+++ Information
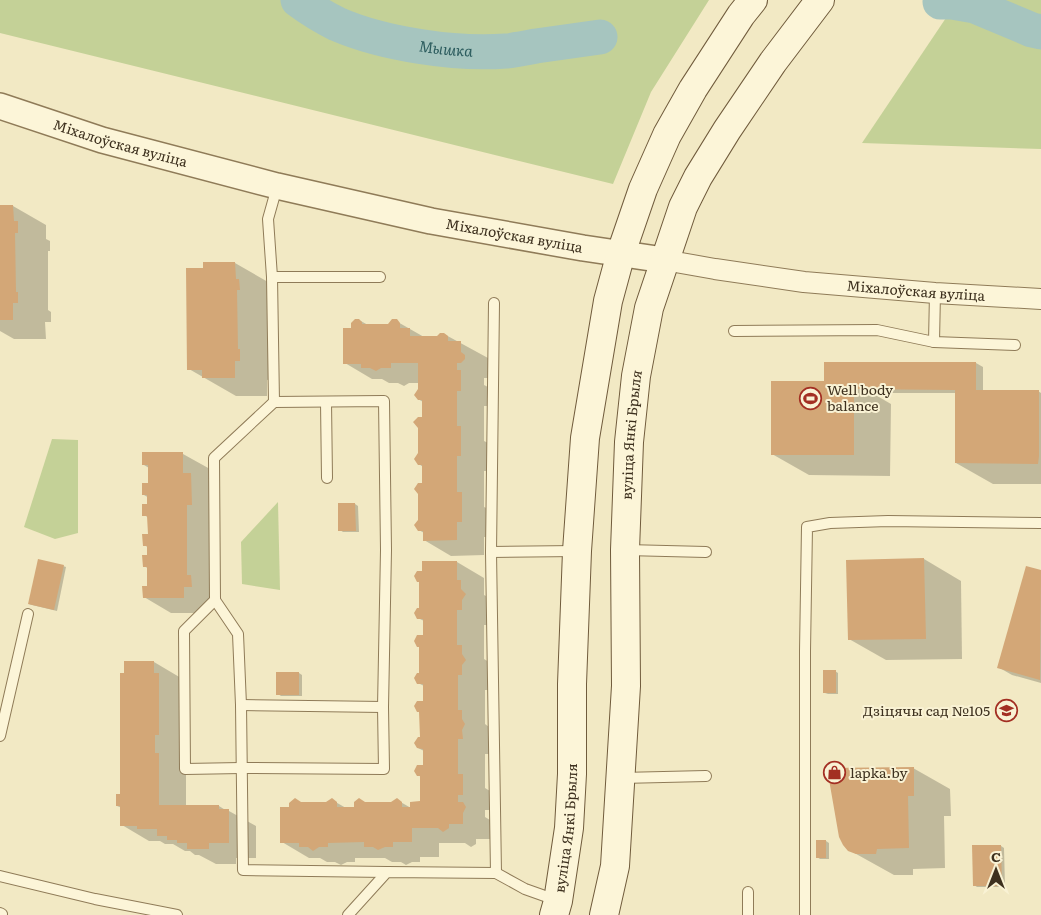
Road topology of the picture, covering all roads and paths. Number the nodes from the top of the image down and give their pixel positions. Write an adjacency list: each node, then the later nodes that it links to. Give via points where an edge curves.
1 (752, 0): 5 (main road, вуліца Янкі Брыля, via 693,89 668,136 643,189)
2 (820, 0): 6 (main road, вуліца Янкі Брыля, via 768,70 698,177 683,206)
3 (0, 106): 4 (street, Міхалоўская вуліца, via 102,140)
4 (277, 186): 5 (street, Міхалоўская вуліца, via 432,221); 7 (lane, via 268,219)
5 (621, 253): 6 (street, Міхалоўская вуліца); 20 (main road, вуліца Янкі Брыля, via 608,301 585,438)
6 (664, 260): 9 (street, Міхалоўская вуліца, via 804,282); 19 (main road, вуліца Янкі Брыля, via 649,308 636,376 629,442)
7 (272, 277): 8 (lane); 15 (lane)
8 (380, 277)
9 (935, 293): 10 (street, Міхалоўская вуліца); 13 (lane)
10 (1041, 299)
11 (494, 302): 21 (lane)
12 (734, 331): 13 (lane, via 877,330)
13 (934, 342): 14 (lane)
14 (1015, 346)
15 (274, 402): 16 (lane); 23 (lane, via 214,458)
16 (326, 402): 17 (lane); 26 (lane, via 384,401 386,559)
17 (327, 478)
18 (1041, 522): 40 (lane, via 888,521 807,527)
19 (625, 550): 22 (lane); 30 (main road, вуліца Янкі Брыля, via 626,686)
20 (577, 551): 21 (lane); 35 (main road, вуліца Янкі Брыля, via 570,819)
21 (491, 552): 32 (lane)
22 (706, 552)
23 (215, 600): 25 (lane, via 238,634); 28 (lane, via 184,631 185,769)
24 (28, 614): 27 (lane)
25 (241, 705): 26 (lane); 28 (lane)
26 (383, 707): 28 (lane, via 384,769)
27 (0, 736)
28 (242, 768): 31 (lane, via 243,870)
29 (706, 776): 30 (lane)
30 (620, 778): 38 (main road, вуліца Янкі Брыля, via 615,866)
31 (387, 872): 32 (lane); 37 (lane)
32 (496, 873): 35 (lane)
33 (0, 876): 36 (lane)
34 (748, 892): 39 (lane)
35 (556, 908)
36 (177, 915)
37 (348, 915)
38 (604, 915)
39 (748, 915)
40 (805, 915)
++++++
● **How to complete this task**
Give the data again word for word, without images.

● **Solution**
Road topology of the picture, covering all roads and paths. Number the nodes from the top of the image down and give their pixel positions. Write an adjacency list: each node, then the later nodes that it links to. Give via points where an edge curves.
1 (752, 0): 5 (main road, вуліца Янкі Брыля, via 693,89 668,136 643,189)
2 (820, 0): 6 (main road, вуліца Янкі Брыля, via 768,70 698,177 683,206)
3 (0, 106): 4 (street, Міхалоўская вуліца, via 102,140)
4 (277, 186): 5 (street, Міхалоўская вуліца, via 432,221); 7 (lane, via 268,219)
5 (621, 253): 6 (street, Міхалоўская вуліца); 20 (main road, вуліца Янкі Брыля, via 608,301 585,438)
6 (664, 260): 9 (street, Міхалоўская вуліца, via 804,282); 19 (main road, вуліца Янкі Брыля, via 649,308 636,376 629,442)
7 (272, 277): 8 (lane); 15 (lane)
8 (380, 277)
9 (935, 293): 10 (street, Міхалоўская вуліца); 13 (lane)
10 (1041, 299)
11 (494, 302): 21 (lane)
12 (734, 331): 13 (lane, via 877,330)
13 (934, 342): 14 (lane)
14 (1015, 346)
15 (274, 402): 16 (lane); 23 (lane, via 214,458)
16 (326, 402): 17 (lane); 26 (lane, via 384,401 386,559)
17 (327, 478)
18 (1041, 522): 40 (lane, via 888,521 807,527)
19 (625, 550): 22 (lane); 30 (main road, вуліца Янкі Брыля, via 626,686)
20 (577, 551): 21 (lane); 35 (main road, вуліца Янкі Брыля, via 570,819)
21 (491, 552): 32 (lane)
22 (706, 552)
23 (215, 600): 25 (lane, via 238,634); 28 (lane, via 184,631 185,769)
24 (28, 614): 27 (lane)
25 (241, 705): 26 (lane); 28 (lane)
26 (383, 707): 28 (lane, via 384,769)
27 (0, 736)
28 (242, 768): 31 (lane, via 243,870)
29 (706, 776): 30 (lane)
30 (620, 778): 38 (main road, вуліца Янкі Брыля, via 615,866)
31 (387, 872): 32 (lane); 37 (lane)
32 (496, 873): 35 (lane)
33 (0, 876): 36 (lane)
34 (748, 892): 39 (lane)
35 (556, 908)
36 (177, 915)
37 (348, 915)
38 (604, 915)
39 (748, 915)
40 (805, 915)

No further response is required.